DAL (Indian Lentil Curry)

Total time:
40 mins


½ Cup Masoor dal (Orange lentil)

½ Cup Moong dal (Yellow Lentil)

½ Cup – Red onion finely chopped

2 tablespoon – Oil or Ghee

1 teaspoon – Cumin seeds

¼ Teaspoon – asafoetida ( Hing )

½ Cup – Tomato Puree

2 Teaspoon – Coriander Powder

1 teaspoon – Garlic paste or fresh Chopped Garlic

1 Teaspoon – Ginger paste or Fresh Grated Ginger

½ Teaspoon – Red Kashmiri chilli Powder

1 Teaspoon – Turmeric powder

1 Teaspoon Monsflavors  ( Spice Blend ) – Garam masala

1 Teaspoon – Mango powder or Lemon Juice

Salt to taste

2 Tablespoon Coriander leaves chopped finely

Dal is a popular Indian comforting dish that is a flavourful and tasty meal with bold flavours which comes from the combination of two lentils cooked together and seasoned with aromatic Mons garam masala spice blend. This dish makes a wonderfully nourishing meal. It’s really easy to make and can be put together on any day under 30 minutes.

Dal is something that we have been grown up having almost every day with rice or roti’s (Indian flatbreads). Different states have their different homely ways of preparing dal in their own way; I grew up watching my Grandfather cooking dal this way so I have never changed this recipe into my own style.  The method might have changed a bit but I bet the taste is still the same. Every time I make this dal it reminds me of my grandfather’s dal.

And do you know why the taste is the same? Because Mons Garam masala spice blend recipe is passed on from my Grandfather to my mother and she passed on it to me. Lucky I feel that I am able to share this blend with you all through this deliciousness. 


Mix both lentils in a bowl, rinse 2 to 3 times until the water becomes clear.

Pressure cook dal or cook it in a large pot over medium-high heat for 25 to 30 minutes adding ½ teaspoon turmeric powder, salt and 4 cups of water, while stirring occasionally stirring. The consistency of the dal can be adjusted by adding more water if you find it is thick for your liking.

Once dal is cooked, switch off the heat; leave it on the side covering with a lid until you prepare dal masala.

Heat oil or ghee in a pan. Add Cumin seeds let seeds sputter, then add chopped onions and sauté well. Next, add ginger, garlic paste, give a good mix.
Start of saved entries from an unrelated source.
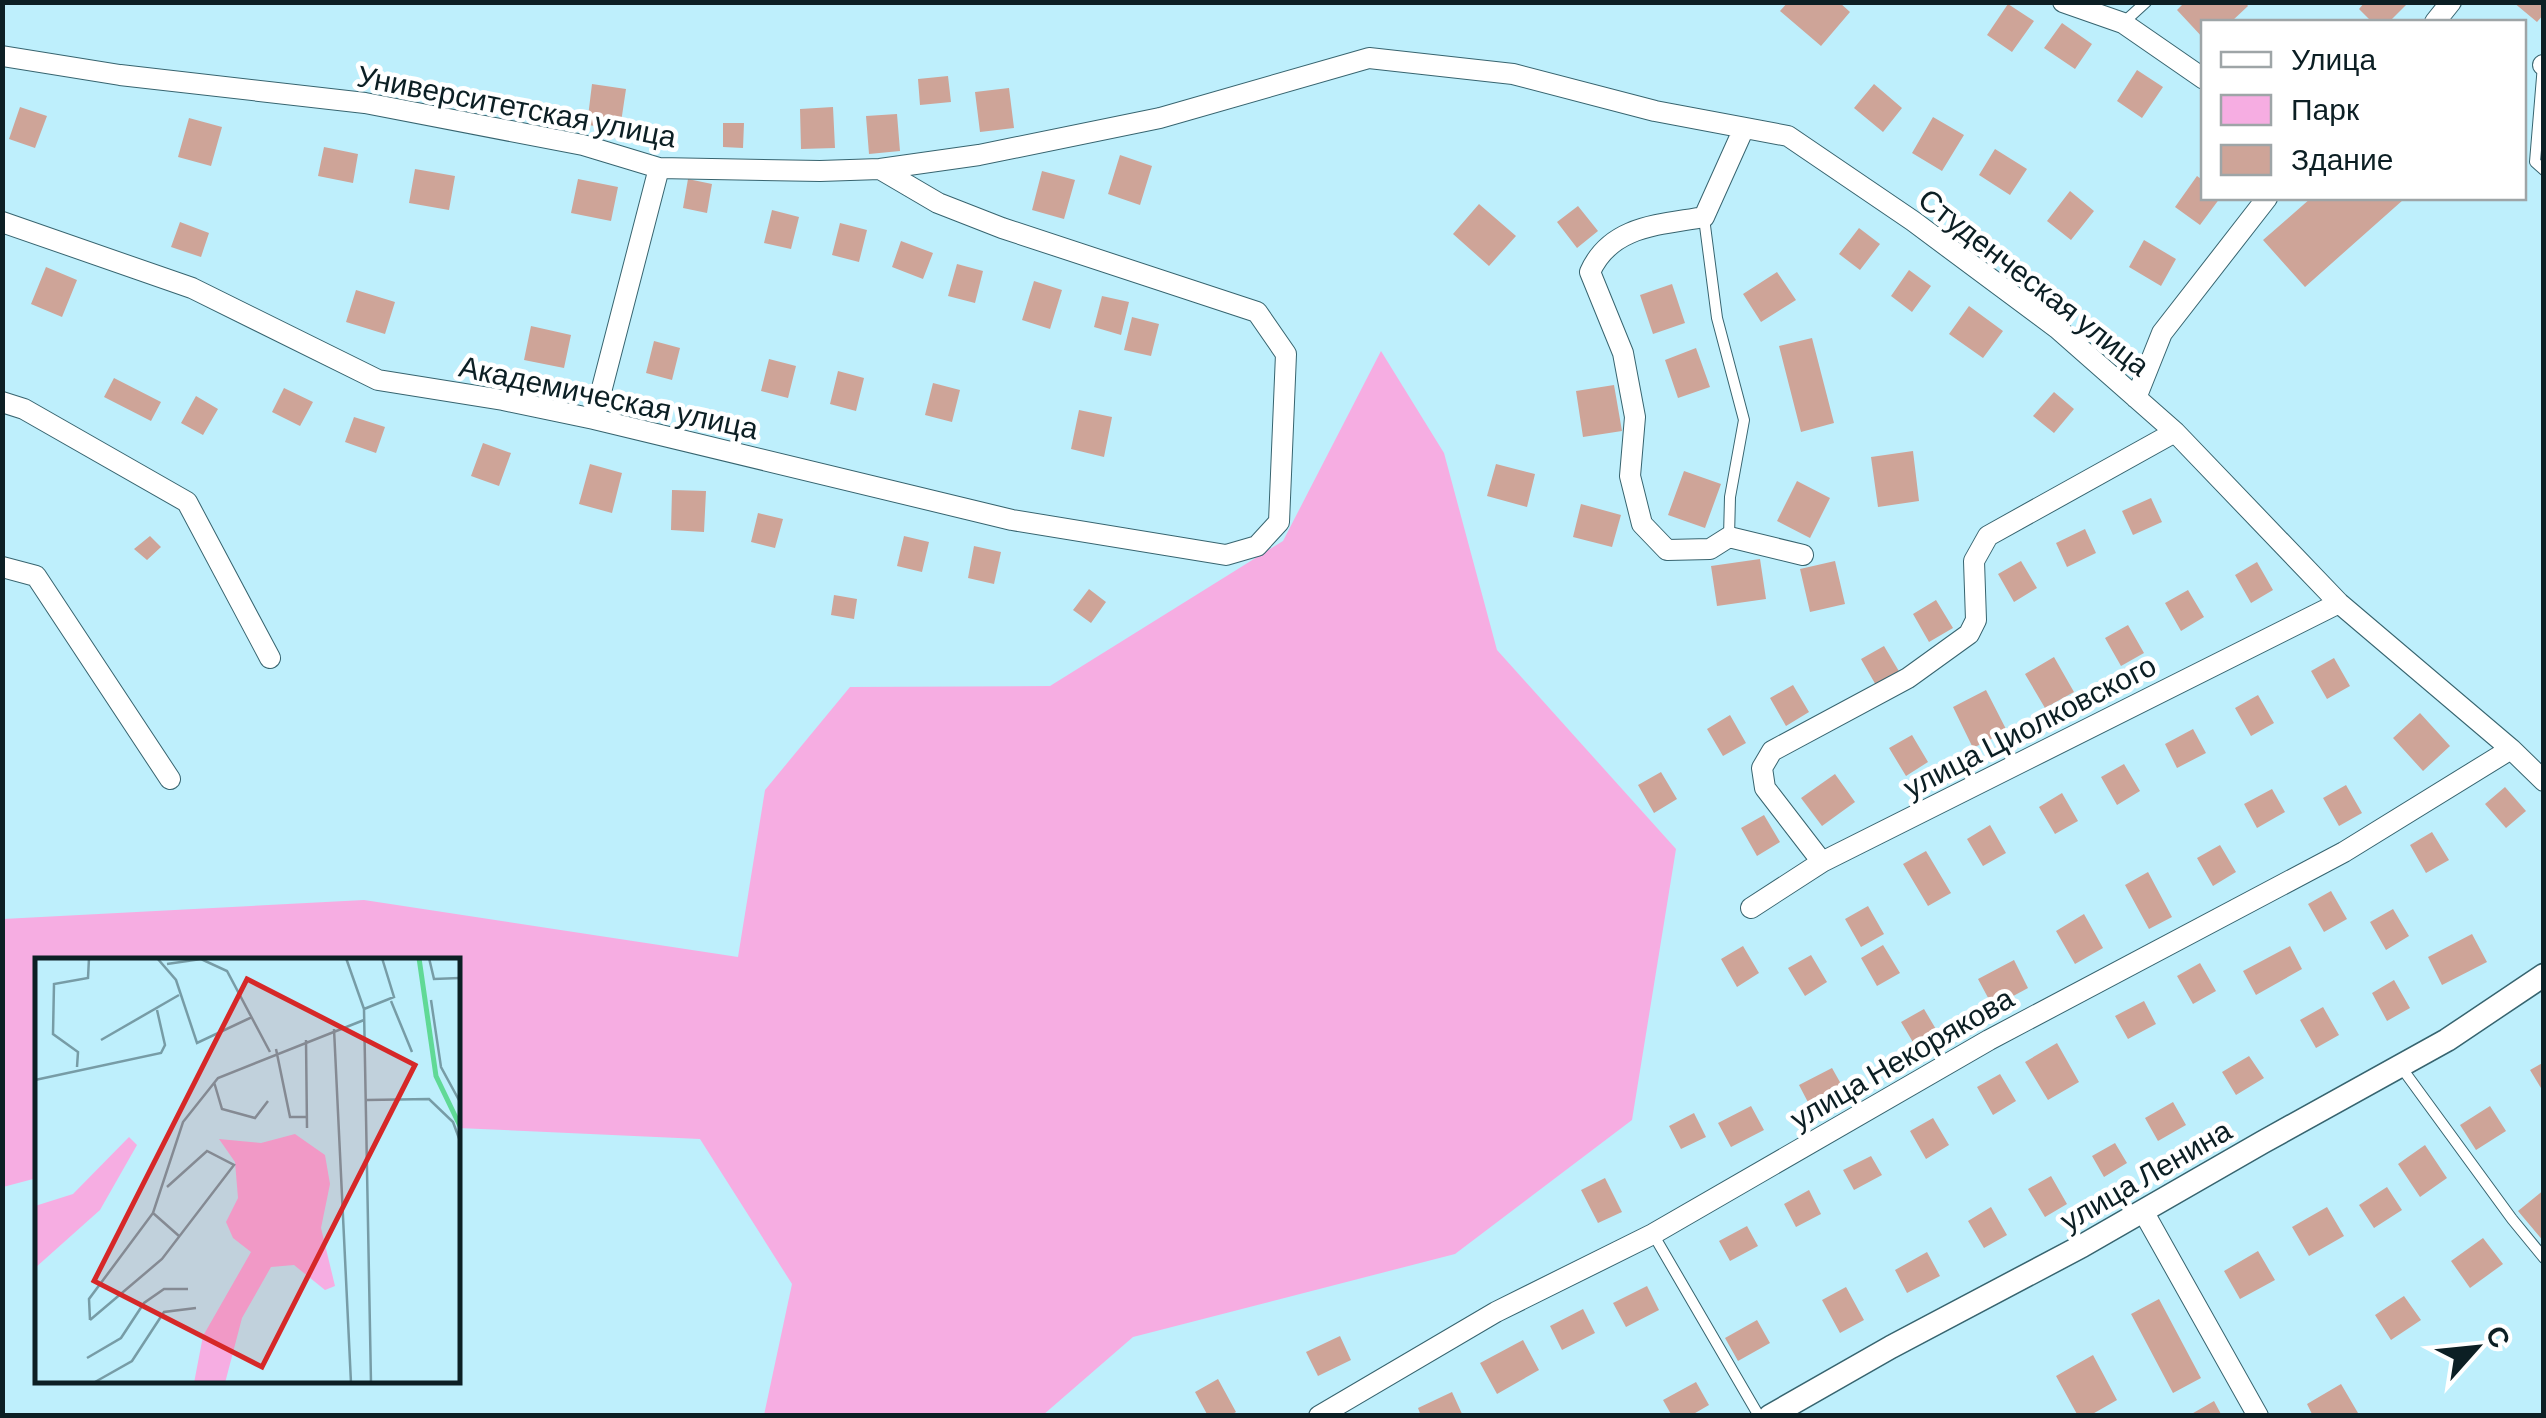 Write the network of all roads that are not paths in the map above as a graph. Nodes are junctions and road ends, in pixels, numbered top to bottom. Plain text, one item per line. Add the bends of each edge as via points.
1 (2063, 2) edge
2 (2146, 2) edge
3 (2123, 23) junction
4 (2, 56) edge
5 (1369, 58) joint
6 (2544, 65) edge
7 (2201, 77) edge
8 (1744, 128) junction
9 (659, 168) junction
10 (880, 169) junction
11 (2544, 170) edge
12 (2265, 200) edge
13 (1704, 216) junction
14 (2, 222) edge
15 (2136, 398) junction
16 (2, 402) edge
17 (594, 419) junction
18 (2176, 432) junction
19 (1729, 536) junction
20 (1803, 555) dead end
21 (2, 567) edge
22 (2339, 603) junction
23 (270, 658) dead end
24 (2511, 749) junction
25 (170, 779) dead end
26 (2544, 781) edge
27 (1822, 862) junction
28 (1751, 908) dead end
29 (2544, 975) edge
30 (2400, 1066) junction
31 (2143, 1211) junction
32 (1654, 1234) junction
33 (2544, 1258) edge
34 (1319, 1416) edge
35 (1759, 1416) edge
36 (1770, 1416) edge
37 (2258, 1416) edge

1 - 3 street
2 - 3 lane
3 - 7 street
4 - 9 street, Университетская улица via 364,103
5 - 8 street, Студенческая улица via 1513,74
5 - 10 street, Университетская улица via 1160,118
6 - 11 lane via 2535,162
8 - 13 street
8 - 15 street, Студенческая улица via 1788,136 1913,221 2058,329
9 - 10 street, Университетская улица
9 - 17 street
10 - 17 street, Академическая улица via 1002,228 1258,312 1286,354 1279,522 1256,546 1226,556 1012,520
12 - 15 street via 2162,333
13 - 19 lane via 1717,318 1744,420
13 - 19 street via 1632,231 1598,253 1590,272 1623,353 1635,418 1630,476 1642,524 1667,550 1710,548
14 - 17 street, Академическая улица via 192,288 378,380
15 - 18 street, Студенческая улица
16 - 23 street via 24,408 187,502
18 - 22 street, Студенческая улица
18 - 27 street via 1988,536 1974,560 1976,620 1969,634 1908,678 1772,751 1762,768 1766,788
19 - 20 street
21 - 25 street via 36,576
22 - 24 street, Студенческая улица
22 - 27 street, улица Циолковского
24 - 26 street, Студенческая улица
24 - 32 street, улица Некорякова via 2344,852 1989,1040
27 - 28 street, улица Циолковского
29 - 30 street, улица Ленина
30 - 31 street, улица Ленина
30 - 33 lane
31 - 36 street, улица Ленина
31 - 37 street
32 - 34 street, улица Некорякова via 1496,1312
32 - 35 lane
Once the onions are well cooked, add tomato puree or chopped tomatoes. Add remaining turmeric powder, red chilli powder, salt and coriander powder. Sauté well till tomatoes get well cooked.

Add Cooked dal. Mix well. Add lemon juice, season with garam masala and give a good mix. Add luke warm water if you need a soupy kind of texture. Simmer for 2 minutes.

Add coriander leaves and serve hot!

In India, dal is incomplete if it’s not served with a big scoop of ghee so don’t forget to add one.


Tadka is simply an aromatic tempering for dal. There are many various ways of spice tempering’s from different regions in India but Tadka with Fresh chopped garlic, Curry leaves, Mustard seeds tampered in Ghee is one of my favourites. If you have attended my cooking sessions then you know what I am talking about.

# Heat oil in a small saucepan add asafoetida, garlic, mustard seeds, curry leaves, red chilli powder. Once it starts bringing out the aroma quickly remove from the heat and pour Tadka over the dal.

Garnish dal tadka with coriander leaves and serve hot


Tadka is optional, if you don’t have a pressure cooker, you can easily make this dal (lentil ) dish in a stockpot or saucepan . Just use a deep heavy bottomed pan and make sure dal is soaked in water for at least 15 – 30 minutes. This will shorten the cooking time.